The hydrodynamics and heat transfer phenomena of a liquid droplet impacting upon a hot flat surface are analyzed based on three-dimensional (3D) numerical simulation considering film-boiling behavior. The 3D level-set method is employed to portray the droplet surface variation during its deformation. The governing equations for the droplet and the surrounding gas phase are solved utilizing the finite-volume method with the arbitrary Lagrangian Eulerian technique. To account for the lubrication resistant effects of the vapor cushion formed by the film-boiling evaporation, a separate vapor flow model is developed to simulate the pressure and velocity distribution along the vapor layer between the droplet and the surface. The temperature fields in all phases and the local evaporation rate on the droplet surface are determined by using a full field heat transfer model.

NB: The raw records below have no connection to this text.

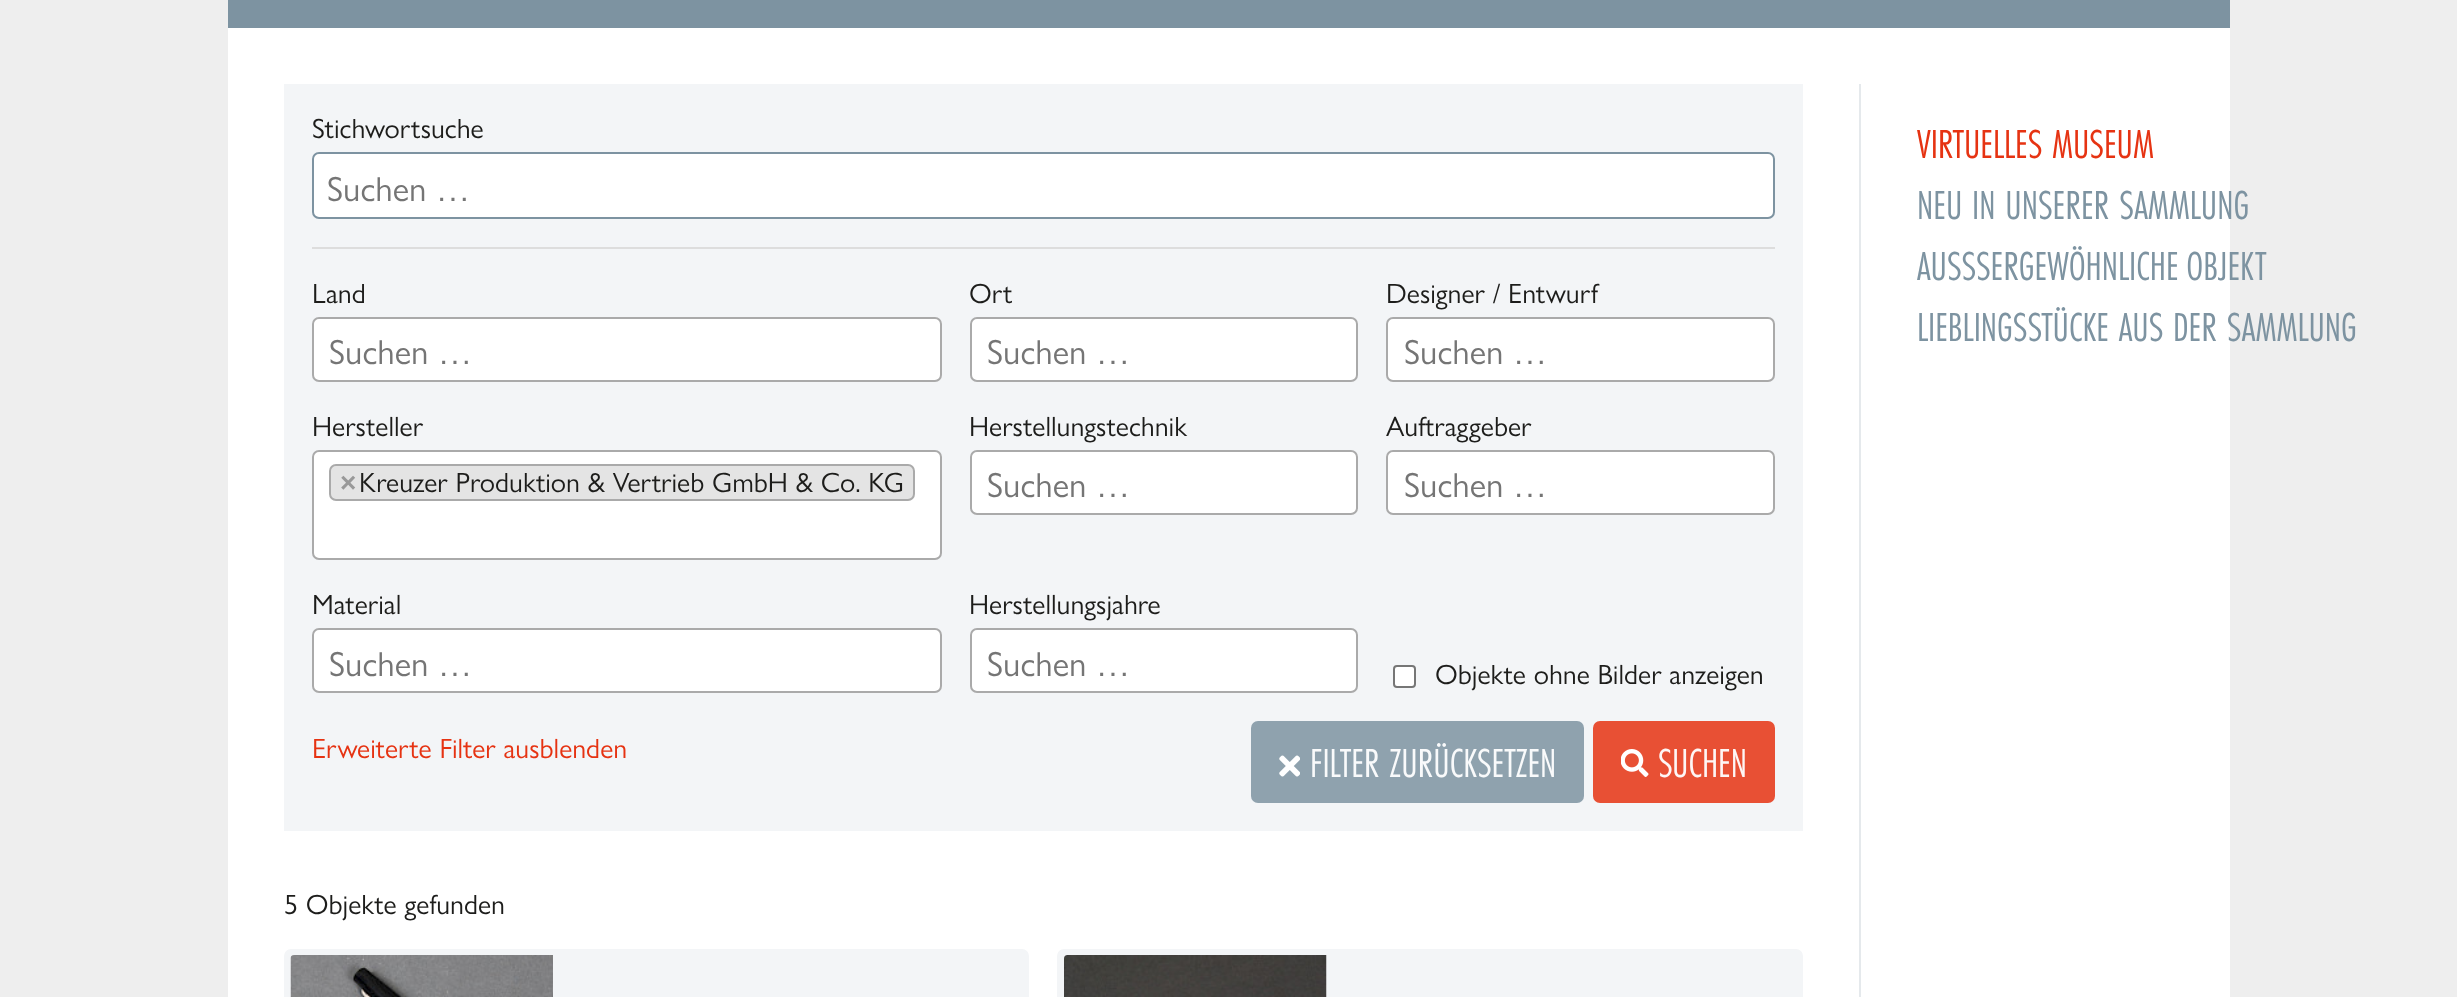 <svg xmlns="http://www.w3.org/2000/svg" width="2457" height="997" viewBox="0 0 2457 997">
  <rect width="100%" height="100%" fill="#eeeeee"/>
  <rect x="228" y="28" width="2002" height="969" fill="#ffffff"/>
  <rect x="228" y="0" width="2002" height="28" fill="#7d93a1"/>
  <rect x="284" y="84" width="1519" height="747" fill="#f3f5f7"/>
  <text x="312" y="138" font-family="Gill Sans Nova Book" font-size="28" fill="#1d1d1b">Stichwortsuche</text>
  <rect x="313" y="153" width="1461" height="65" rx="6" fill="#ffffff" stroke="#7d93a1" stroke-width="2"/>
  <text x="327" y="201" font-family="Gill Sans Nova Book" font-size="35" fill="#757575">Suchen …</text>
  <rect x="312" y="247" width="1463" height="2" fill="#dddddd"/>
  <text x="312" y="303" font-family="Gill Sans Nova Book" font-size="28" fill="#1d1d1b">Land</text>
  <rect x="313" y="318" width="628" height="63" rx="6" fill="#ffffff" stroke="#aaaaaa" stroke-width="2"/>
  <text x="329" y="364" font-family="Gill Sans Nova Book" font-size="35" fill="#757575">Suchen …</text>
  <text x="969" y="303" font-family="Gill Sans Nova Book" font-size="28" fill="#1d1d1b">Ort</text>
  <rect x="971" y="318" width="386" height="63" rx="6" fill="#ffffff" stroke="#aaaaaa" stroke-width="2"/>
  <text x="987" y="364" font-family="Gill Sans Nova Book" font-size="35" fill="#757575">Suchen …</text>
  <text x="1386" y="303" font-family="Gill Sans Nova Book" font-size="28" fill="#1d1d1b">Designer / Entwurf</text>
  <rect x="1387" y="318" width="387" height="63" rx="6" fill="#ffffff" stroke="#aaaaaa" stroke-width="2"/>
  <text x="1404" y="364" font-family="Gill Sans Nova Book" font-size="35" fill="#757575">Suchen …</text>
  <text x="312" y="436" font-family="Gill Sans Nova Book" font-size="28" fill="#1d1d1b">Hersteller</text>
  <rect x="313" y="451" width="628" height="108" rx="6" fill="#ffffff" stroke="#aaaaaa" stroke-width="2"/>
  <rect x="330" y="465" width="584" height="35" rx="6" fill="#e4e4e4" stroke="#aaaaaa" stroke-width="2"/>
  <text x="340" y="492" font-family="Liberation Sans" font-size="28" font-weight="bold" fill="#999999">×</text>
  <text x="359" y="492" font-family="Gill Sans Nova Book" font-size="28" fill="#1d1d1b">Kreuzer Produktion &amp; Vertrieb GmbH &amp; Co. KG</text>
  <text x="969" y="436" font-family="Gill Sans Nova Book" font-size="28" fill="#1d1d1b">Herstellungstechnik</text>
  <rect x="971" y="451" width="386" height="63" rx="6" fill="#ffffff" stroke="#aaaaaa" stroke-width="2"/>
  <text x="987" y="497" font-family="Gill Sans Nova Book" font-size="35" fill="#757575">Suchen …</text>
  <text x="1386" y="436" font-family="Gill Sans Nova Book" font-size="28" fill="#1d1d1b">Auftraggeber</text>
  <rect x="1387" y="451" width="387" height="63" rx="6" fill="#ffffff" stroke="#aaaaaa" stroke-width="2"/>
  <text x="1404" y="497" font-family="Gill Sans Nova Book" font-size="35" fill="#757575">Suchen …</text>
  <text x="312" y="614" font-family="Gill Sans Nova Book" font-size="28" fill="#1d1d1b">Material</text>
  <rect x="313" y="629" width="628" height="63" rx="6" fill="#ffffff" stroke="#aaaaaa" stroke-width="2"/>
  <text x="329" y="676" font-family="Gill Sans Nova Book" font-size="35" fill="#757575">Suchen …</text>
  <text x="969" y="614" font-family="Gill Sans Nova Book" font-size="28" fill="#1d1d1b">Herstellungsjahre</text>
  <rect x="971" y="629" width="386" height="63" rx="6" fill="#ffffff" stroke="#aaaaaa" stroke-width="2"/>
  <text x="987" y="676" font-family="Gill Sans Nova Book" font-size="35" fill="#757575">Suchen …</text>
  <rect x="1394" y="666" width="21" height="21" rx="3" fill="#ffffff" stroke="#767676" stroke-width="2"/>
  <text x="1435" y="684" font-family="Gill Sans Nova Book" font-size="28" fill="#1d1d1b">Objekte ohne Bilder anzeigen</text>
  <text x="312" y="758" font-family="Gill Sans Nova Book" font-size="28" fill="#e63312">Erweiterte Filter ausblenden</text>
  <rect x="1251" y="721" width="333" height="82" rx="7" fill="#8fa2ae"/>
  <image x="1279" y="755" width="21" height="22" href="img1.png"/>
  <text x="1310" y="777" font-family="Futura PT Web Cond" font-size="42" fill="#f9fafb">FILTER ZURÜCKSETZEN</text>
  <rect x="1593" y="721" width="182" height="82" rx="7" fill="#e85034"/>
  <image x="1621" y="749" width="28" height="28" href="img2.png"/>
  <text x="1658" y="777" font-family="Futura PT Web Cond" font-size="42" fill="#fef6f5">SUCHEN</text>
  <text x="284" y="914" font-family="Gill Sans Nova Book" font-size="28" fill="#1d1d1b">5 Objekte gefunden</text>
  <rect x="287.5" y="952.5" width="738" height="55" rx="3.5" fill="#f3f5f7" stroke="#f3f5f7" stroke-width="7"/>
  <image x="290" y="955" width="263" height="42" href="img3.png"/>
  <rect x="1060.5" y="952.5" width="739" height="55" rx="3.5" fill="#f3f5f7" stroke="#f3f5f7" stroke-width="7"/>
  <image x="1064" y="955" width="263" height="42" href="img4.png"/>
  <rect x="1859" y="84" width="2" height="913" fill="#e5e9ec"/>
  <text x="1917" y="158" font-family="Futura PT Web Cond" font-size="42" fill="#e63312">VIRTUELLES MUSEUM</text>
  <text x="1917" y="219" font-family="Futura PT Web Cond" font-size="42" fill="#7d93a1">NEU IN UNSERER SAMMLUNG</text>
  <text x="1917" y="280" font-family="Futura PT Web Cond" font-size="42" fill="#7d93a1">AUSS</text>
  <text x="1976" y="280" word-spacing="-2" font-family="Futura PT Web Cond" font-size="42" fill="#7d93a1">SERGEWÖHNLICHE OBJEKT</text>
  <text x="1917" y="341" font-family="Futura PT Web Cond" font-size="42" fill="#7d93a1">LIEBLINGSSTÜCKE AUS DER SAMMLUNG</text>
</svg>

Both the water and n-heptane droplets impacting on the solid wall with different Weber numbers are investigated. The comparisons of the simulation results with the experimental results reported in the literatures are made to substantiate the model presented in this study. Specially, the spreading and recoiling motions of the impacting droplets are reproduced accurately for a wide range of the Weber number. The oscillation of the thickness of the vapor layer and the temperature distribution across the interface are also calculated and compared favorably with the experimental results. As the Weber number increases, the extent of the droplet spreading increases, but the residence time of the droplet on the surface is almost unchanged. Compared to the saturated impacts, the subcooled impact yields a thinner vapor layer and a higher heat transfer rate. (C) 2005 American Institute of Physics.